▶ Collected data entries:
====

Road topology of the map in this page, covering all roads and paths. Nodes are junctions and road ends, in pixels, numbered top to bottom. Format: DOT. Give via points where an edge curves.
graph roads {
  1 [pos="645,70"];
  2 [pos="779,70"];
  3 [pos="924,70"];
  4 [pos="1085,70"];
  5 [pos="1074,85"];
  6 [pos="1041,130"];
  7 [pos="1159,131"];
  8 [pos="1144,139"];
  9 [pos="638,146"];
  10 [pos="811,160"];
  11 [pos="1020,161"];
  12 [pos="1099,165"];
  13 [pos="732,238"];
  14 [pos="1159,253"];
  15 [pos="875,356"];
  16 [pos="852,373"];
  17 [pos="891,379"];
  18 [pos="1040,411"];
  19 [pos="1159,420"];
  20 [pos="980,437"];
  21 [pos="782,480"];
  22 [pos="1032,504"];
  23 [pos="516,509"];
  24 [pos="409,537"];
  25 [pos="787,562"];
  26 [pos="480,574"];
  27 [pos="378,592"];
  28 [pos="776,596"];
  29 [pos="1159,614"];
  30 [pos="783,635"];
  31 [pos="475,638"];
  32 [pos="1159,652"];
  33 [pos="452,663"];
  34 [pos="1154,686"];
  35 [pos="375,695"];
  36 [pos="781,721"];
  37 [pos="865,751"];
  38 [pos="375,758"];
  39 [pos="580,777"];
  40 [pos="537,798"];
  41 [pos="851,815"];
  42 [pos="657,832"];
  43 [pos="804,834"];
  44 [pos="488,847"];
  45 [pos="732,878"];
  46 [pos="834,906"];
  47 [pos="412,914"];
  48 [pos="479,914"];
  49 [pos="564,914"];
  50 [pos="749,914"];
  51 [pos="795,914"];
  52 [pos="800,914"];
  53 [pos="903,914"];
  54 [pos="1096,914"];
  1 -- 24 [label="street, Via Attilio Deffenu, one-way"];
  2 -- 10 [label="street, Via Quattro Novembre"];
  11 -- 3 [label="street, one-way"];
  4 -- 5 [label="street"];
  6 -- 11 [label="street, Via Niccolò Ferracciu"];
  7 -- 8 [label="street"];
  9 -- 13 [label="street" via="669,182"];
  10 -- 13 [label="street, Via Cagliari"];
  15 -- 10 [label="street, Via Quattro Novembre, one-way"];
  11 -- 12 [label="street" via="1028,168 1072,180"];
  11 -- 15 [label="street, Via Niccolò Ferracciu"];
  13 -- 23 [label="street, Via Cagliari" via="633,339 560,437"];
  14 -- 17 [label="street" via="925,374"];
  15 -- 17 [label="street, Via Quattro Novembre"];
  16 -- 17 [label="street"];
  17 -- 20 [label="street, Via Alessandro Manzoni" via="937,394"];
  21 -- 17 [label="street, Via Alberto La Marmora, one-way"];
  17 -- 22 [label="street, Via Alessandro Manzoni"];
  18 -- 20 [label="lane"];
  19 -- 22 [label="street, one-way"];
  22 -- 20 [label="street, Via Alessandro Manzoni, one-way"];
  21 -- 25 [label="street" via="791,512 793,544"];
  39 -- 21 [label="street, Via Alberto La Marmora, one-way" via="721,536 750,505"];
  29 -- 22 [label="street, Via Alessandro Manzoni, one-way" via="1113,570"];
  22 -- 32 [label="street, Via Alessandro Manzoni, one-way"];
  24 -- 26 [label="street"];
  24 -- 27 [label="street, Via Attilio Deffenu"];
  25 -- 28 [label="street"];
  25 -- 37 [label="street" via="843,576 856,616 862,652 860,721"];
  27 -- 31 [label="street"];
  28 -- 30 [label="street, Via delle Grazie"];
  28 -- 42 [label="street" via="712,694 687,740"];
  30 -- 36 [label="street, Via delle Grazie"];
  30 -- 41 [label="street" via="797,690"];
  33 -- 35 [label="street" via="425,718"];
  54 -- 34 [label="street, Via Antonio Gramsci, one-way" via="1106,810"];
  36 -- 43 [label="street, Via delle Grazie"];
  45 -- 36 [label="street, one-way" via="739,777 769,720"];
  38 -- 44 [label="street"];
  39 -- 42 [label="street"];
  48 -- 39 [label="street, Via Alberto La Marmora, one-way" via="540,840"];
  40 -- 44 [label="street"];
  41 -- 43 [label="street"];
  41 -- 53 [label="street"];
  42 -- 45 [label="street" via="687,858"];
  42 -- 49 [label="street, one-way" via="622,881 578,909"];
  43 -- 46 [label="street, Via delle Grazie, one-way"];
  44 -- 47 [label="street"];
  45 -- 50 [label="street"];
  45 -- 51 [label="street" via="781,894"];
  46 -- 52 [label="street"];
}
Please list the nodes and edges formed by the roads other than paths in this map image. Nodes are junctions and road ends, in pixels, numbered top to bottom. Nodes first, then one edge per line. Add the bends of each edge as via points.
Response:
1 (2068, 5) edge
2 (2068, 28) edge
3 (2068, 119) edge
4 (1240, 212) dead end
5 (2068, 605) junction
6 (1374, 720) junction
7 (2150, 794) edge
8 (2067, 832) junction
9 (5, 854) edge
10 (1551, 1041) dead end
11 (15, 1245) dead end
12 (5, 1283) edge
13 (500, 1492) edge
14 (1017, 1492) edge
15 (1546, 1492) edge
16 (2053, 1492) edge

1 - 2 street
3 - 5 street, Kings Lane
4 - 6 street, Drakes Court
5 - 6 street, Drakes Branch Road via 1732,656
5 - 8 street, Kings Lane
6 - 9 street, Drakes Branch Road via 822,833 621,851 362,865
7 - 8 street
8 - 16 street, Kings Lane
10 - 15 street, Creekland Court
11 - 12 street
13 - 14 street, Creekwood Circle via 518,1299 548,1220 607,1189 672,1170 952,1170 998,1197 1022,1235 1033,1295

====

▶ Problem description:
Write the records out once more, exactly as shown.

▶ Completed task:
Road topology of the map in this page, covering all roads and paths. Nodes are junctions and road ends, in pixels, numbered top to bottom. Format: DOT. Give via points where an edge curves.
graph roads {
  1 [pos="645,70"];
  2 [pos="779,70"];
  3 [pos="924,70"];
  4 [pos="1085,70"];
  5 [pos="1074,85"];
  6 [pos="1041,130"];
  7 [pos="1159,131"];
  8 [pos="1144,139"];
  9 [pos="638,146"];
  10 [pos="811,160"];
  11 [pos="1020,161"];
  12 [pos="1099,165"];
  13 [pos="732,238"];
  14 [pos="1159,253"];
  15 [pos="875,356"];
  16 [pos="852,373"];
  17 [pos="891,379"];
  18 [pos="1040,411"];
  19 [pos="1159,420"];
  20 [pos="980,437"];
  21 [pos="782,480"];
  22 [pos="1032,504"];
  23 [pos="516,509"];
  24 [pos="409,537"];
  25 [pos="787,562"];
  26 [pos="480,574"];
  27 [pos="378,592"];
  28 [pos="776,596"];
  29 [pos="1159,614"];
  30 [pos="783,635"];
  31 [pos="475,638"];
  32 [pos="1159,652"];
  33 [pos="452,663"];
  34 [pos="1154,686"];
  35 [pos="375,695"];
  36 [pos="781,721"];
  37 [pos="865,751"];
  38 [pos="375,758"];
  39 [pos="580,777"];
  40 [pos="537,798"];
  41 [pos="851,815"];
  42 [pos="657,832"];
  43 [pos="804,834"];
  44 [pos="488,847"];
  45 [pos="732,878"];
  46 [pos="834,906"];
  47 [pos="412,914"];
  48 [pos="479,914"];
  49 [pos="564,914"];
  50 [pos="749,914"];
  51 [pos="795,914"];
  52 [pos="800,914"];
  53 [pos="903,914"];
  54 [pos="1096,914"];
  1 -- 24 [label="street, Via Attilio Deffenu, one-way"];
  2 -- 10 [label="street, Via Quattro Novembre"];
  11 -- 3 [label="street, one-way"];
  4 -- 5 [label="street"];
  6 -- 11 [label="street, Via Niccolò Ferracciu"];
  7 -- 8 [label="street"];
  9 -- 13 [label="street" via="669,182"];
  10 -- 13 [label="street, Via Cagliari"];
  15 -- 10 [label="street, Via Quattro Novembre, one-way"];
  11 -- 12 [label="street" via="1028,168 1072,180"];
  11 -- 15 [label="street, Via Niccolò Ferracciu"];
  13 -- 23 [label="street, Via Cagliari" via="633,339 560,437"];
  14 -- 17 [label="street" via="925,374"];
  15 -- 17 [label="street, Via Quattro Novembre"];
  16 -- 17 [label="street"];
  17 -- 20 [label="street, Via Alessandro Manzoni" via="937,394"];
  21 -- 17 [label="street, Via Alberto La Marmora, one-way"];
  17 -- 22 [label="street, Via Alessandro Manzoni"];
  18 -- 20 [label="lane"];
  19 -- 22 [label="street, one-way"];
  22 -- 20 [label="street, Via Alessandro Manzoni, one-way"];
  21 -- 25 [label="street" via="791,512 793,544"];
  39 -- 21 [label="street, Via Alberto La Marmora, one-way" via="721,536 750,505"];
  29 -- 22 [label="street, Via Alessandro Manzoni, one-way" via="1113,570"];
  22 -- 32 [label="street, Via Alessandro Manzoni, one-way"];
  24 -- 26 [label="street"];
  24 -- 27 [label="street, Via Attilio Deffenu"];
  25 -- 28 [label="street"];
  25 -- 37 [label="street" via="843,576 856,616 862,652 860,721"];
  27 -- 31 [label="street"];
  28 -- 30 [label="street, Via delle Grazie"];
  28 -- 42 [label="street" via="712,694 687,740"];
  30 -- 36 [label="street, Via delle Grazie"];
  30 -- 41 [label="street" via="797,690"];
  33 -- 35 [label="street" via="425,718"];
  54 -- 34 [label="street, Via Antonio Gramsci, one-way" via="1106,810"];
  36 -- 43 [label="street, Via delle Grazie"];
  45 -- 36 [label="street, one-way" via="739,777 769,720"];
  38 -- 44 [label="street"];
  39 -- 42 [label="street"];
  48 -- 39 [label="street, Via Alberto La Marmora, one-way" via="540,840"];
  40 -- 44 [label="street"];
  41 -- 43 [label="street"];
  41 -- 53 [label="street"];
  42 -- 45 [label="street" via="687,858"];
  42 -- 49 [label="street, one-way" via="622,881 578,909"];
  43 -- 46 [label="street, Via delle Grazie, one-way"];
  44 -- 47 [label="street"];
  45 -- 50 [label="street"];
  45 -- 51 [label="street" via="781,894"];
  46 -- 52 [label="street"];
}
Please list the nodes and edges formed by the roads other than paths in this map image. Nodes are junctions and road ends, in pixels, numbered top to bottom. Nodes first, then one edge per line. Add the bends of each edge as via points.
Response:
1 (2068, 5) edge
2 (2068, 28) edge
3 (2068, 119) edge
4 (1240, 212) dead end
5 (2068, 605) junction
6 (1374, 720) junction
7 (2150, 794) edge
8 (2067, 832) junction
9 (5, 854) edge
10 (1551, 1041) dead end
11 (15, 1245) dead end
12 (5, 1283) edge
13 (500, 1492) edge
14 (1017, 1492) edge
15 (1546, 1492) edge
16 (2053, 1492) edge

1 - 2 street
3 - 5 street, Kings Lane
4 - 6 street, Drakes Court
5 - 6 street, Drakes Branch Road via 1732,656
5 - 8 street, Kings Lane
6 - 9 street, Drakes Branch Road via 822,833 621,851 362,865
7 - 8 street
8 - 16 street, Kings Lane
10 - 15 street, Creekland Court
11 - 12 street
13 - 14 street, Creekwood Circle via 518,1299 548,1220 607,1189 672,1170 952,1170 998,1197 1022,1235 1033,1295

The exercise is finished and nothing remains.